India’s white-collar job market closed 2025 on a robust note, with the Naukri JobSpeak Index rising 13% year-on-year to 3,001 points in December, up from 2,651 a year earlier. The strong finish lifted the October–December quarter to 9% growth, the best quarterly performance of the year — signalling a positive outlook for 2026.
According to Naukri.com, the momentum was led by Hospitality (+29%), Insurance (+34%), and Real Estate (+21%), alongside sustained demand in AI/ML roles (+53%). Hiring for freshers rose 18%, while high-value roles commanding over ₹20 lakh per annum grew 27%.

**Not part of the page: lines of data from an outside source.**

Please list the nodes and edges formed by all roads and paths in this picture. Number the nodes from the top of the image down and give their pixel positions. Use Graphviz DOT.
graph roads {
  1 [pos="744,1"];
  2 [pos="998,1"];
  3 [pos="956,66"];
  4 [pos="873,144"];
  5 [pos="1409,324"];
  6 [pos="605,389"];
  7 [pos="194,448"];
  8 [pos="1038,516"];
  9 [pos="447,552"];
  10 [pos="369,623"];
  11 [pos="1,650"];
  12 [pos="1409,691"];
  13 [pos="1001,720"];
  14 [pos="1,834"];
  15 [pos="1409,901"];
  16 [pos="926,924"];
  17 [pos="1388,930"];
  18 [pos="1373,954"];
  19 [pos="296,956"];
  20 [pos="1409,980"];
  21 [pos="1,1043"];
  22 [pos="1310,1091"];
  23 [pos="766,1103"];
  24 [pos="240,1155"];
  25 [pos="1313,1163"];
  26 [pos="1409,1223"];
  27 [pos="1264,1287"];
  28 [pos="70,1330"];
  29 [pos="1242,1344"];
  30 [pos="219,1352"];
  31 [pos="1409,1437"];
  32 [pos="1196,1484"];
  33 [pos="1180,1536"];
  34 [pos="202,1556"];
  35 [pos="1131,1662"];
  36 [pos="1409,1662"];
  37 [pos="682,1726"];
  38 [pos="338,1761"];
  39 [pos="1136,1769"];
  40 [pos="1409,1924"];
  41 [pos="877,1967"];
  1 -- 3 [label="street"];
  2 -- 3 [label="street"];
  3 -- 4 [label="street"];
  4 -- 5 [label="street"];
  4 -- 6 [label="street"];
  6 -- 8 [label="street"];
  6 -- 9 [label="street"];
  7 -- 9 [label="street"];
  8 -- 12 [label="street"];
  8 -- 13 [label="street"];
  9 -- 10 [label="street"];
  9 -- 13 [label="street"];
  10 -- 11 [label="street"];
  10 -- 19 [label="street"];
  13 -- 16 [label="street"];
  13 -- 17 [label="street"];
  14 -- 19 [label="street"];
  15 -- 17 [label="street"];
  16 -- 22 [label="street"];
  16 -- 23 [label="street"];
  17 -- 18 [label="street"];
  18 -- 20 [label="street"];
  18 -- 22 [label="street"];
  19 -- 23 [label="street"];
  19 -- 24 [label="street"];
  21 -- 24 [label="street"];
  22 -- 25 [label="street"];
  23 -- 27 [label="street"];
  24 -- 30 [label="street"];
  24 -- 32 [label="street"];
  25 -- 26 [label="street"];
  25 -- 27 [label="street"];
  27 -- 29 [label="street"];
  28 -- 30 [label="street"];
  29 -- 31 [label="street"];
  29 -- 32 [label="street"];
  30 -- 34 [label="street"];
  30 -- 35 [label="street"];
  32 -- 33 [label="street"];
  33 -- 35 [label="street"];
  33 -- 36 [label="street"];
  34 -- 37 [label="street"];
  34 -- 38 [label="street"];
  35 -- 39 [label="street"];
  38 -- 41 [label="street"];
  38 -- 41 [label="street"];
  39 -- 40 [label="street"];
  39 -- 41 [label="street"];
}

Service Sectors Outpace Tech Volatility
Service-led sectors such as BPO/ITES, Hospitality, and Insurance recorded sharp turnarounds during 2025 — shifting from early-year softness to strong double-digit growth by the December quarter. BPO/ITES climbed from a 3% decline in Q1 to 20% growth, while Hospitality and Insurance jumped 25% and 19%, respectively. Non-metro cities powered this surge, with Jaipur (+94%) and Ahmedabad (+73%) leading BPO growth, and Mumbai (+28%), Delhi-NCR (+25%), and Hyderabad (+49%) driving other sectors.
Cybersecurity hiring remained a bright spot, with high-value IT and InfoSec roles up 42% year-on-year. Positions such as Application Security Engineer (+52%), Manager Information Security (+50%), and Security Architect (+43%) saw the sharpest demand.
Rise of Tier-2 Talent Hubs
Fresher hiring was concentrated in non-tech sectors like Hospitality and Insurance (each +56%), BPO/ITES (+44%), and Real Estate (+43%), with smaller cities such as Kochi, Coimbatore, Ahmedabad, and Jaipur seeing the strongest gains.
Unicorns also expanded hiring by 21% year-on-year, led by southern metros — Chennai (+45%) and Hyderabad (+30%) — driven largely by Internet and e-commerce firms (+22%).
“The consistent strength in non-tech sectors—culminating in the strongest quarter at 9% in OND—shows this shift is now well entrenched,” said Dr. Pawan Goyal, Chief Business Officer, Naukri. “Equally heartening is how these sectors have opened more entry-level opportunities as we step into 2026.”